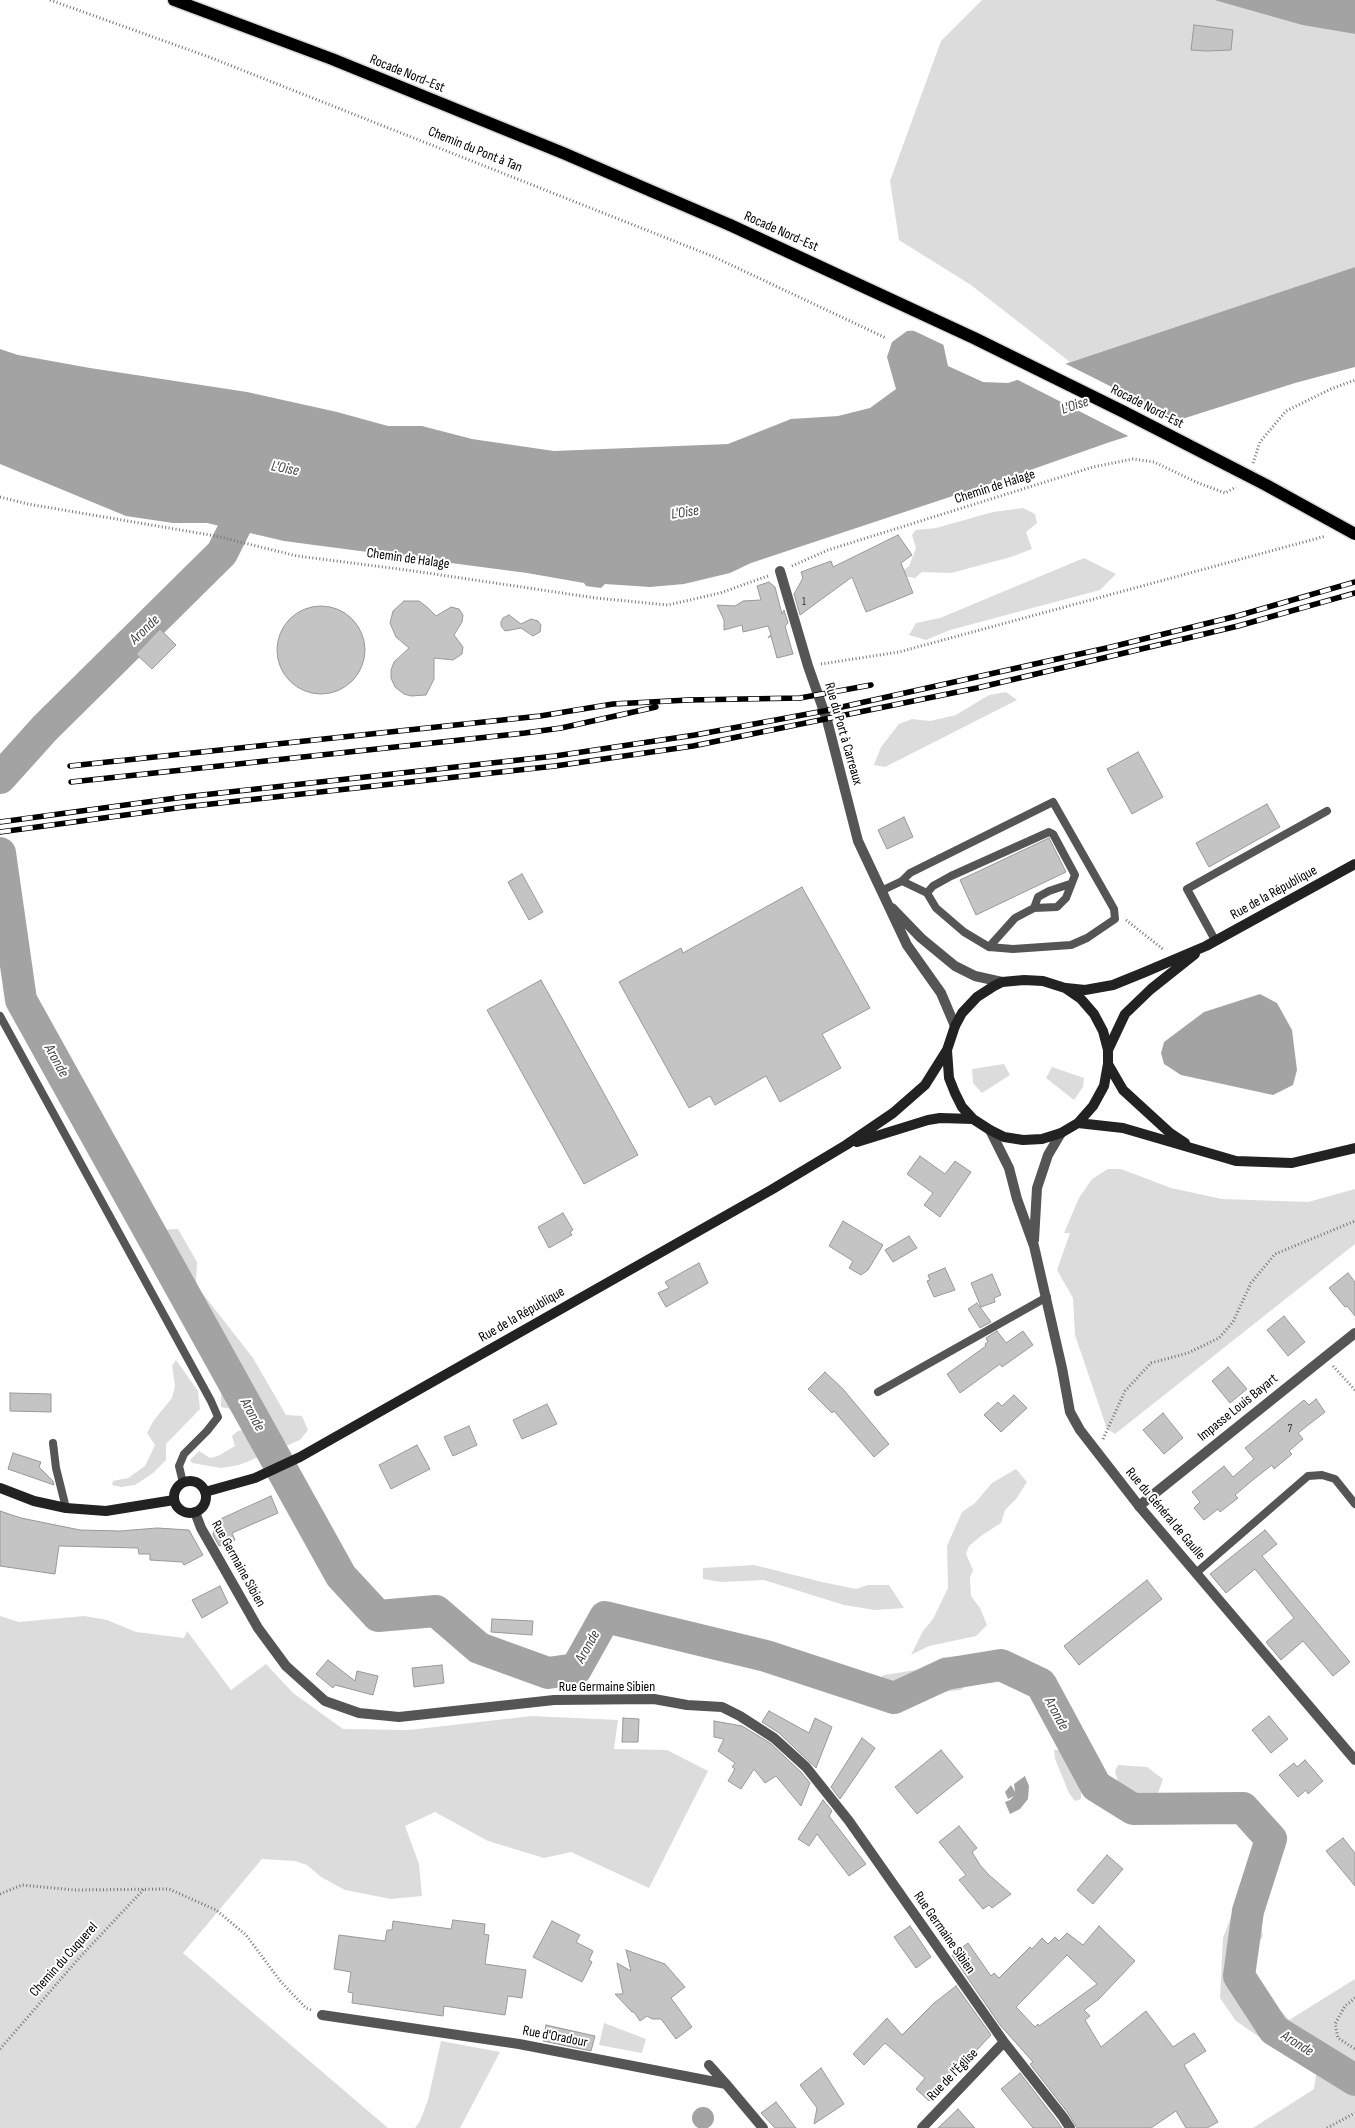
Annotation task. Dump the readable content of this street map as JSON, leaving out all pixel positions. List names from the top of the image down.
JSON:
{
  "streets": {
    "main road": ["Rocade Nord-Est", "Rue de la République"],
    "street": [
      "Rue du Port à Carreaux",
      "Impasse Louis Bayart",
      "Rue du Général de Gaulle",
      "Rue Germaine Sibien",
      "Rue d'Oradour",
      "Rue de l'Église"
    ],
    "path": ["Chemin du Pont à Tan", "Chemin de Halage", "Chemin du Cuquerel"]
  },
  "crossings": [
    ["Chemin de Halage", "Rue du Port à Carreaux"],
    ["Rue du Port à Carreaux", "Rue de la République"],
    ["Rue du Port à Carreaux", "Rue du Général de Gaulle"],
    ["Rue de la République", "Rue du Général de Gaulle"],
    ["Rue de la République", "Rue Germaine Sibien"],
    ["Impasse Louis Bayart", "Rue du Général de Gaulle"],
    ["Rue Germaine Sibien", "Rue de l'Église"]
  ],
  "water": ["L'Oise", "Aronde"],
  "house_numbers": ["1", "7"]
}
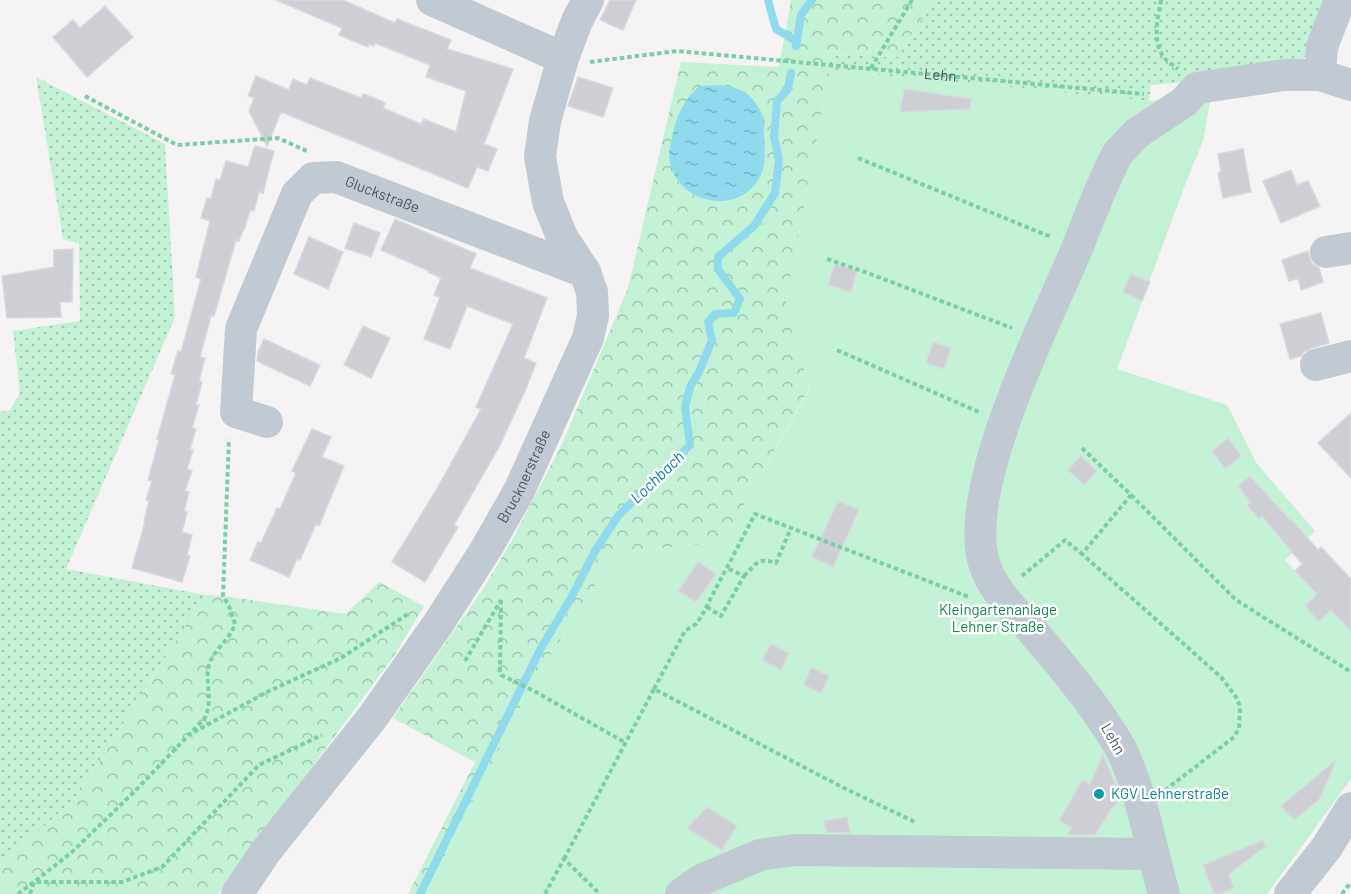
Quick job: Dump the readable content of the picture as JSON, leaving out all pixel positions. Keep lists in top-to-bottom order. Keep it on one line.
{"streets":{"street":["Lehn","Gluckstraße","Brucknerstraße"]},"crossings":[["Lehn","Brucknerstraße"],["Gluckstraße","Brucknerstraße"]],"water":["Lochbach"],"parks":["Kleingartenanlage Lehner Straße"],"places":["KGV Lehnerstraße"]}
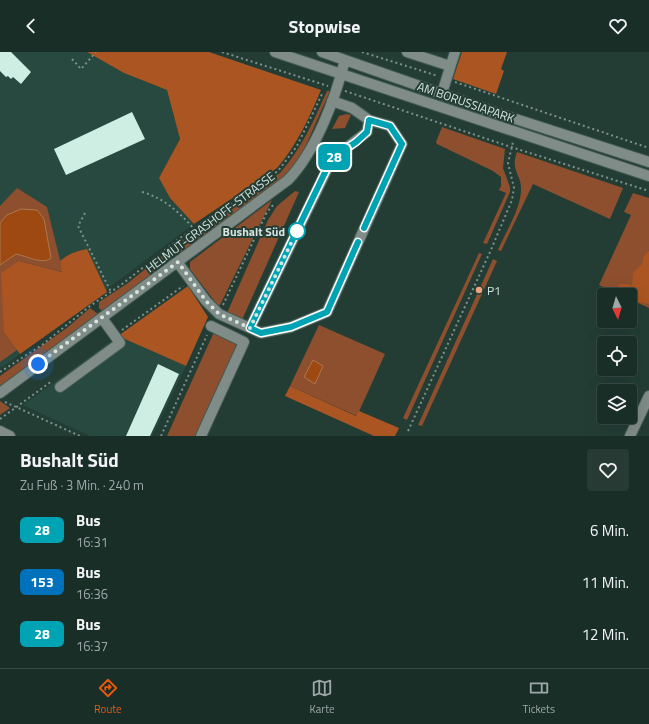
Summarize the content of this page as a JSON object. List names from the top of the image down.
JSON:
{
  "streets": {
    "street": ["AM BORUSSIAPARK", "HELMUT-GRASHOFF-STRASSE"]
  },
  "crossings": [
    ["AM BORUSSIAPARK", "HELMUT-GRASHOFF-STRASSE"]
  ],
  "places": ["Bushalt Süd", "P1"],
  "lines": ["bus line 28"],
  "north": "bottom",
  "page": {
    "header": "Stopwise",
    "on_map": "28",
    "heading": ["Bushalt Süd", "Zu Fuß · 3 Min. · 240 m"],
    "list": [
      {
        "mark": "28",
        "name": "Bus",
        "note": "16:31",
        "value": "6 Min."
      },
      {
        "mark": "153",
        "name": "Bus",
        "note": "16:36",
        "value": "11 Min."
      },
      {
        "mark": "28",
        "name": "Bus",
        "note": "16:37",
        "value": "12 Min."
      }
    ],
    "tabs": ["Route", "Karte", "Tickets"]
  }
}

→ **WORK ORDER**:
Looking at the material above, state the number of lines that contain the word "from". Give nothing but that number.

→ **WRITTEN RESPONSE**:
2